**Work to complete**.
Search the data for lines holding the word "Oscar". State how many there are, and nothing else.
** Opening Data listing block **
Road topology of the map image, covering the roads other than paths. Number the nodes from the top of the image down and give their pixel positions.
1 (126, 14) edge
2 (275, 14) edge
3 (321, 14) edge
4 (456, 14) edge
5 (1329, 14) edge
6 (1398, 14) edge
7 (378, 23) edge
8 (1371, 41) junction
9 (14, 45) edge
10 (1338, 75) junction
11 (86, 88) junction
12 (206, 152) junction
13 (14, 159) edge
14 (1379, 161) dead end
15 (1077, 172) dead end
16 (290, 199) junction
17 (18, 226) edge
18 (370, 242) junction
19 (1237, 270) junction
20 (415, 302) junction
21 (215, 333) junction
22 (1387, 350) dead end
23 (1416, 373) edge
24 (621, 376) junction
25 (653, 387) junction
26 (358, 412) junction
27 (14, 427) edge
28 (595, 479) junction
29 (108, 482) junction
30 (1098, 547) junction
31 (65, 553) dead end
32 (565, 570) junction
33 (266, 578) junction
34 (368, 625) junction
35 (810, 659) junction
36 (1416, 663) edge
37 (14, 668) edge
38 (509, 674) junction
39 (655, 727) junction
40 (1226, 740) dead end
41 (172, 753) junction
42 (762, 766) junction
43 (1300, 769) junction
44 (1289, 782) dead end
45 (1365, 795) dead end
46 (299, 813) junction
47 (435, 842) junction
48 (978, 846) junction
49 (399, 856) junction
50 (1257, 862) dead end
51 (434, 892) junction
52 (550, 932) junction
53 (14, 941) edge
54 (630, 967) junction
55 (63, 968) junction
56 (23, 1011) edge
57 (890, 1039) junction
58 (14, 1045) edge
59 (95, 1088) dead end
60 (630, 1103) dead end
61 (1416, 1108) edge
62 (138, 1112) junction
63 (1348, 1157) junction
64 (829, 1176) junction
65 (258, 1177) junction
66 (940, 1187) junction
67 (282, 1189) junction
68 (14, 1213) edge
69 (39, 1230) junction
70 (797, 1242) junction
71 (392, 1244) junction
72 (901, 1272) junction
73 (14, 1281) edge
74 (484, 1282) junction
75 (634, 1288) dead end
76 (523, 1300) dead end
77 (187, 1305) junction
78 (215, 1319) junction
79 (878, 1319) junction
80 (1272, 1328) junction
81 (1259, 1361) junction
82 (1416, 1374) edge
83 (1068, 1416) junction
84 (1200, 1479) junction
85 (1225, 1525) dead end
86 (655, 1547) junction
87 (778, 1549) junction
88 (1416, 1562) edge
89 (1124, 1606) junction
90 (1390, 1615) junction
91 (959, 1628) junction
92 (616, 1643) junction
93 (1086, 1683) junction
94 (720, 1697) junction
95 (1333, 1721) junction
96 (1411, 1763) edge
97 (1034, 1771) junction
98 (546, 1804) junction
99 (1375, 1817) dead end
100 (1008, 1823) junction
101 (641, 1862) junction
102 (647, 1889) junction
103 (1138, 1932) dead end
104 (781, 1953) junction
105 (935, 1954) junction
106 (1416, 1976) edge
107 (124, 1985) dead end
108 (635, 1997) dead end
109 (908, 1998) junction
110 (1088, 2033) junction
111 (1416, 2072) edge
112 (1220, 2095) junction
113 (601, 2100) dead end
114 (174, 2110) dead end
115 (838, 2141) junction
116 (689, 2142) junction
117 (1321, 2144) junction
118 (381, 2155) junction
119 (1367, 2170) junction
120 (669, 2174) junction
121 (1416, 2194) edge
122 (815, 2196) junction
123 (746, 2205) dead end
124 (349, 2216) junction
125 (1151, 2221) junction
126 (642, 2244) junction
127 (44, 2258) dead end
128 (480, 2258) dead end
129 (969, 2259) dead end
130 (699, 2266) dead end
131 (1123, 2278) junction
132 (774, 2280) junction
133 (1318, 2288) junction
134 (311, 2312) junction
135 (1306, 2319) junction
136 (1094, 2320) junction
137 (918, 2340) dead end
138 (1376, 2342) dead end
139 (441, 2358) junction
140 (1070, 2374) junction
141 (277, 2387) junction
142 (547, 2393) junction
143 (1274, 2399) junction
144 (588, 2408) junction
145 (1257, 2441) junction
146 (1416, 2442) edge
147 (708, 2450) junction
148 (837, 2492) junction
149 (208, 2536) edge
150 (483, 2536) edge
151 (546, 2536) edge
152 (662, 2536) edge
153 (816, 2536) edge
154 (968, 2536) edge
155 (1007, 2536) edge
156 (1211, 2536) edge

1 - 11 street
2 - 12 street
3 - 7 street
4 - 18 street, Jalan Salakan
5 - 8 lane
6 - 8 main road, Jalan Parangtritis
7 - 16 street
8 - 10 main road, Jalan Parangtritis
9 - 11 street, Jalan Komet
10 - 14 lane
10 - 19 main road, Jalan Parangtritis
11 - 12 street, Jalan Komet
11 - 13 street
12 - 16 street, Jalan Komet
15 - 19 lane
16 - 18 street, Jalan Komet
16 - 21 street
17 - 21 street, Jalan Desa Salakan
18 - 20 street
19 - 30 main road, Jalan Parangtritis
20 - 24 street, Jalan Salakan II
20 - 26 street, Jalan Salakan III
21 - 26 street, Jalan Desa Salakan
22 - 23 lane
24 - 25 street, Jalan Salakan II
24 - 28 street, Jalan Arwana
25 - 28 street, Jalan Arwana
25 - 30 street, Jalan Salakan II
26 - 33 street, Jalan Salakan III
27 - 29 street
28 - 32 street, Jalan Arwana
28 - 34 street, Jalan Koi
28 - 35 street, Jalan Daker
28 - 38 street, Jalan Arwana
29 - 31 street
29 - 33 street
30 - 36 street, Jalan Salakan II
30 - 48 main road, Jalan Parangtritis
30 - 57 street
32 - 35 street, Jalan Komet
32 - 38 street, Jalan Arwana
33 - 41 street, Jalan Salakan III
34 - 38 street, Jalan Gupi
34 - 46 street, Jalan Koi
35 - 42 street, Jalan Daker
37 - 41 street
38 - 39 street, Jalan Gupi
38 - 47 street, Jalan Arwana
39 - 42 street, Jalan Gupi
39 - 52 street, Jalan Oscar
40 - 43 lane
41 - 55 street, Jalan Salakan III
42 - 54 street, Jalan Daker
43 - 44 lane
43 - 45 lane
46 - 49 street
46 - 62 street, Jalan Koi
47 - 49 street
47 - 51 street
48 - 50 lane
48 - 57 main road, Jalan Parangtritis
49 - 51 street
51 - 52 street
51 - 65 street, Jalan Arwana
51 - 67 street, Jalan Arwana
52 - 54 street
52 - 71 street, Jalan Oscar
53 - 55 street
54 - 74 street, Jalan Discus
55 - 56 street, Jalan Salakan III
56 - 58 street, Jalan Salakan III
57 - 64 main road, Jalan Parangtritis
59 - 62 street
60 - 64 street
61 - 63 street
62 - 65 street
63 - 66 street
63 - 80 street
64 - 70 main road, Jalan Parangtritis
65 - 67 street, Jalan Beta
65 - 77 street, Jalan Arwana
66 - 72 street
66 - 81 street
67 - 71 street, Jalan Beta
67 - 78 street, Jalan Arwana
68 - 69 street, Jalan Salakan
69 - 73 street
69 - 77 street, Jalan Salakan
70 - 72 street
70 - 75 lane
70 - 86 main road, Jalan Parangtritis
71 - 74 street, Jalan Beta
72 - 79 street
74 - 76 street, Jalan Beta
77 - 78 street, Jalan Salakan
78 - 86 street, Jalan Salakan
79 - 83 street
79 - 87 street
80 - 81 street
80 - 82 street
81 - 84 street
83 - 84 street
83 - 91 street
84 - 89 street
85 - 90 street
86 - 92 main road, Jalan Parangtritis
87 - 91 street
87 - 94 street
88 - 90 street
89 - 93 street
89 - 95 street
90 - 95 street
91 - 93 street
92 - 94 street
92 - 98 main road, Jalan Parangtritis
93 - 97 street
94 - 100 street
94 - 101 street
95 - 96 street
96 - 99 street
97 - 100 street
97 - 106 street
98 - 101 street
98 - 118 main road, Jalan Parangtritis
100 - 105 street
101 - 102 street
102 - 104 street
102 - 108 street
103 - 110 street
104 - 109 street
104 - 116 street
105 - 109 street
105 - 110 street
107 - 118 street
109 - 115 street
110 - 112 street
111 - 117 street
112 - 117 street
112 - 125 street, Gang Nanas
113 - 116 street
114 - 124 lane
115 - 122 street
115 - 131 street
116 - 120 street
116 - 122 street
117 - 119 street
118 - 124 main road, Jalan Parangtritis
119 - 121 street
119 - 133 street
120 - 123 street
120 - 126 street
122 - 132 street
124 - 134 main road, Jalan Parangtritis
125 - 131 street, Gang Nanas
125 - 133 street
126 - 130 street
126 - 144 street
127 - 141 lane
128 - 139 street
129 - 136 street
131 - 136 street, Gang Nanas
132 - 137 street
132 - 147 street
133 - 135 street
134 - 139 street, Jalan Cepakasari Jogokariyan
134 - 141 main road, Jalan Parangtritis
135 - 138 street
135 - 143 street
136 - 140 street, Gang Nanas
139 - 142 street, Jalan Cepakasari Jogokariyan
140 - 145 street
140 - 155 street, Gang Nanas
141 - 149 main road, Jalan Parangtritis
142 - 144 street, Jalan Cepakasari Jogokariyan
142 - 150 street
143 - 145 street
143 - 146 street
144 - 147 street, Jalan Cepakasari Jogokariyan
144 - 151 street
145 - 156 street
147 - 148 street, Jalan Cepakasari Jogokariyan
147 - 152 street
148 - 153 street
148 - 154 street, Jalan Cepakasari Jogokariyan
** Closing Data listing block **
**Expected output**.
2